Mis à part l’université pontificale grégorienne, du Collège romain ou encore du Latran, il y a bien des universités catholiques à Lyon, Louvain et à Paris etc., mais jamais volontairement marquée du sceau d’une quelconque domination culturelle incorporée. Même l’université de Médine, en Arabie Saoudite, est dite simplement « islamique » et non « arabo-islamique » malgré ses claires orientations idéologiques. La Qarawiyyine au Maroc, la Zeytouna en Tunisie, Al-Azhar en Egypte, bien que dispensant leur enseignement en langue arabe n’ont jamais été qualifiées d’« arabo-islamique » et véhiculent les marques culturelles endogènes propres à ces sociétés dont la dignité identitaire n’a jamais perçue comme contradictoire à leur appartenance islamique.

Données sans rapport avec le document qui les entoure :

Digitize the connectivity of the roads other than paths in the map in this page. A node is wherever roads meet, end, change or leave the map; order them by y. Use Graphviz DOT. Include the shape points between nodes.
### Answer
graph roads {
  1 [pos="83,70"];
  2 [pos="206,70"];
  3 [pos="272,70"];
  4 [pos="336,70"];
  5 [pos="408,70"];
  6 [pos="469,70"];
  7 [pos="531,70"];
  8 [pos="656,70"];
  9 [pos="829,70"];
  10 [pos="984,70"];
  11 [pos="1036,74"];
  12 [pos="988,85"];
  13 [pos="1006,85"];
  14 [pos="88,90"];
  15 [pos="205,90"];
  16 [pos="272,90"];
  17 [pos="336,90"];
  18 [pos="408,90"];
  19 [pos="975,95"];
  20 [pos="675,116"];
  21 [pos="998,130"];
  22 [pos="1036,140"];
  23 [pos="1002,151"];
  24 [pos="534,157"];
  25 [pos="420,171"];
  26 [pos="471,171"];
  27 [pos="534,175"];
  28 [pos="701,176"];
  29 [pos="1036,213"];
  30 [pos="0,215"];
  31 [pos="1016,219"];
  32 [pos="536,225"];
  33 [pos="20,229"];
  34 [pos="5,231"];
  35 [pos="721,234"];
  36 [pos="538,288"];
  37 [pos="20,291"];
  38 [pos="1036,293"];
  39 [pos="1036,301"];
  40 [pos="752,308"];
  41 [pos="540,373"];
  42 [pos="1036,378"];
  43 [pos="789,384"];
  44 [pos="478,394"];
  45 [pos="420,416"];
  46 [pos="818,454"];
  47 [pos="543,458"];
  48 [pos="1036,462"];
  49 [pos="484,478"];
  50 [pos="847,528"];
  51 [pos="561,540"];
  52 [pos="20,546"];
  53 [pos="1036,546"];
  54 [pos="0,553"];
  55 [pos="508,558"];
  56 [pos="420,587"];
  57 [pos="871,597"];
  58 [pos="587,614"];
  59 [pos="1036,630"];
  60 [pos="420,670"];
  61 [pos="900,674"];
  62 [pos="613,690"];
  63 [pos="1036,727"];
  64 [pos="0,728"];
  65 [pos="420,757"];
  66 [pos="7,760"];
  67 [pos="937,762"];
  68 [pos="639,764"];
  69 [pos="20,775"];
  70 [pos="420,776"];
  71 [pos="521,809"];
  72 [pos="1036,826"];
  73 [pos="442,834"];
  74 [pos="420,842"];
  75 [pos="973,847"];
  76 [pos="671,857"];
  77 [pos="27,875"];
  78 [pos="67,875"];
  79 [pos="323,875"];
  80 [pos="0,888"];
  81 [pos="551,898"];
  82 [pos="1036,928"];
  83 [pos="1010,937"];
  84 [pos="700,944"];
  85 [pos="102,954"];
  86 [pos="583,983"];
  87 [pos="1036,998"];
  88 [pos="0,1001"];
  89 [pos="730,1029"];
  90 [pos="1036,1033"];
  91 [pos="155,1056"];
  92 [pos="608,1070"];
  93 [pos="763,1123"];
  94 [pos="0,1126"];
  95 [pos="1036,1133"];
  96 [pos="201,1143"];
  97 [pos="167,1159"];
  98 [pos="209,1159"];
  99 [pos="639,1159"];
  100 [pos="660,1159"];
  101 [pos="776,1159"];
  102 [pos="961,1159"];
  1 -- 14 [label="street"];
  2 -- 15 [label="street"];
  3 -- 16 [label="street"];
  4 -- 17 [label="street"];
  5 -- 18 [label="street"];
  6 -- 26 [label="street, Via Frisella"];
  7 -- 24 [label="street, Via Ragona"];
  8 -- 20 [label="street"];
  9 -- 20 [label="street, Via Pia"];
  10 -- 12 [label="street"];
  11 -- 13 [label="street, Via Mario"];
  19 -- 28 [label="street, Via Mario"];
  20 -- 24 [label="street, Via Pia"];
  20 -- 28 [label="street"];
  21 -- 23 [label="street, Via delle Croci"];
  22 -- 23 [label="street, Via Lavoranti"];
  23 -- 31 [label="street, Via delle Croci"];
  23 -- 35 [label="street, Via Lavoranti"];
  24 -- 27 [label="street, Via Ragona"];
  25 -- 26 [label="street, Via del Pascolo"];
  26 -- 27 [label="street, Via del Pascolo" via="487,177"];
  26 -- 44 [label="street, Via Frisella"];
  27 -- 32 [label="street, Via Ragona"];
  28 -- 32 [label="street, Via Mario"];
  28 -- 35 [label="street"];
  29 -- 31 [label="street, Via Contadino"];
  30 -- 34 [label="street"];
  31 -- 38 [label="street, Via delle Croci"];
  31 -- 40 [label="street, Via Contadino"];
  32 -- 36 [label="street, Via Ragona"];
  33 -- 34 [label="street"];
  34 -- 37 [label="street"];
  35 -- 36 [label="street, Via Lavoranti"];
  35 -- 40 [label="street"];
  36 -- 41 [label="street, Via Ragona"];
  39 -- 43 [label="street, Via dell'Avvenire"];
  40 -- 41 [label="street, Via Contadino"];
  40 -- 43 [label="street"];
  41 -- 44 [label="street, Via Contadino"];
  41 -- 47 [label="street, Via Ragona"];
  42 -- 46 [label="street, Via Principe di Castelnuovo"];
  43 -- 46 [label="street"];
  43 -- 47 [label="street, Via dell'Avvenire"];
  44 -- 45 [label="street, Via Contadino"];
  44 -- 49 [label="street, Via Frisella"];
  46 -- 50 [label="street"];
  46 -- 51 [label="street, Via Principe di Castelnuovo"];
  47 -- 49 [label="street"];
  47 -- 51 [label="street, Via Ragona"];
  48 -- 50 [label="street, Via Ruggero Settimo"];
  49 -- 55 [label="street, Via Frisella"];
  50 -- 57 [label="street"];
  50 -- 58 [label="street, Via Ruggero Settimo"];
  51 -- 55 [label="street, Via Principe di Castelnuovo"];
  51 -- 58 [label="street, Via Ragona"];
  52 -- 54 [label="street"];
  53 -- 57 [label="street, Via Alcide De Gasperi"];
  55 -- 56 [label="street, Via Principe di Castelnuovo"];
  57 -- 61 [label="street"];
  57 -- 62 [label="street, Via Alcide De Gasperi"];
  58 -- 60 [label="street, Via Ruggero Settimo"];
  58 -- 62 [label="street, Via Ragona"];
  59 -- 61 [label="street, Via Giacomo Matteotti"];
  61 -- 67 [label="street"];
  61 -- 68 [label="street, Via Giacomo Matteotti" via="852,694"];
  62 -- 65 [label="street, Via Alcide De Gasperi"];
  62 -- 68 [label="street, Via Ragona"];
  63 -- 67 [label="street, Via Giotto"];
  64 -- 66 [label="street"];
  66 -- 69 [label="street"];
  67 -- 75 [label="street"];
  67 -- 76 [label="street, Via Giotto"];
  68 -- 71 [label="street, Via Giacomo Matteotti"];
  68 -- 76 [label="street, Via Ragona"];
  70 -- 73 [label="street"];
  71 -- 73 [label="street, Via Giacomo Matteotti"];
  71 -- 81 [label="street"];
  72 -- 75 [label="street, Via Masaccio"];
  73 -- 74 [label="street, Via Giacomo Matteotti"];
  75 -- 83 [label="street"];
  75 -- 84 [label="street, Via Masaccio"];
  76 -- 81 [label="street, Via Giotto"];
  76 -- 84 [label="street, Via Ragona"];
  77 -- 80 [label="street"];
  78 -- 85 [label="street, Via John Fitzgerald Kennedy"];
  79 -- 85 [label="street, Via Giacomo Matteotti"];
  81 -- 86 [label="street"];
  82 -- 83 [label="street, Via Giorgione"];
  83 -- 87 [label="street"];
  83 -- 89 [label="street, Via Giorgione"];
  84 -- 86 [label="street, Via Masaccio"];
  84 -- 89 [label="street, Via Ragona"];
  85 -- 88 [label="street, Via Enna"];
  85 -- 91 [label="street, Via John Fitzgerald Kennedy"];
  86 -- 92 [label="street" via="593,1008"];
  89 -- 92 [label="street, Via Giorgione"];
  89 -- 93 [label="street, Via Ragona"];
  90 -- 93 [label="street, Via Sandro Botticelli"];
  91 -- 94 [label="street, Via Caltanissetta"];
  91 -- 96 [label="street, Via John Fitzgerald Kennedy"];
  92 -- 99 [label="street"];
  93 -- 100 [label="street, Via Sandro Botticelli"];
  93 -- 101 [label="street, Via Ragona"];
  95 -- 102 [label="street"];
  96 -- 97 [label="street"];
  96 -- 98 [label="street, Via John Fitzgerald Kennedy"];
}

En quoi consiste donc cet excès de zèle de nos dirigeants ou des promoteurs de ce projet qui oublient, peut-être, que, dans toute leur africanité, Tombouctou, Djenné et Piroue Goureye dans le Kajoor, avaient la même respectabilité intellectuelle, la même légitimité scientifique que tous les autres hauts lieux du savoir islamique sus-énumérés.
Hélas, nous sommes, pour encore longtemps, soumis aux vents contradictoires des différents paternalismes dont nous avons tout le mal de nous débarrasser surtout lorsque s’y mêle une ingénieuse manipulation des symboles religieux sous couvert d’une sacralisation. 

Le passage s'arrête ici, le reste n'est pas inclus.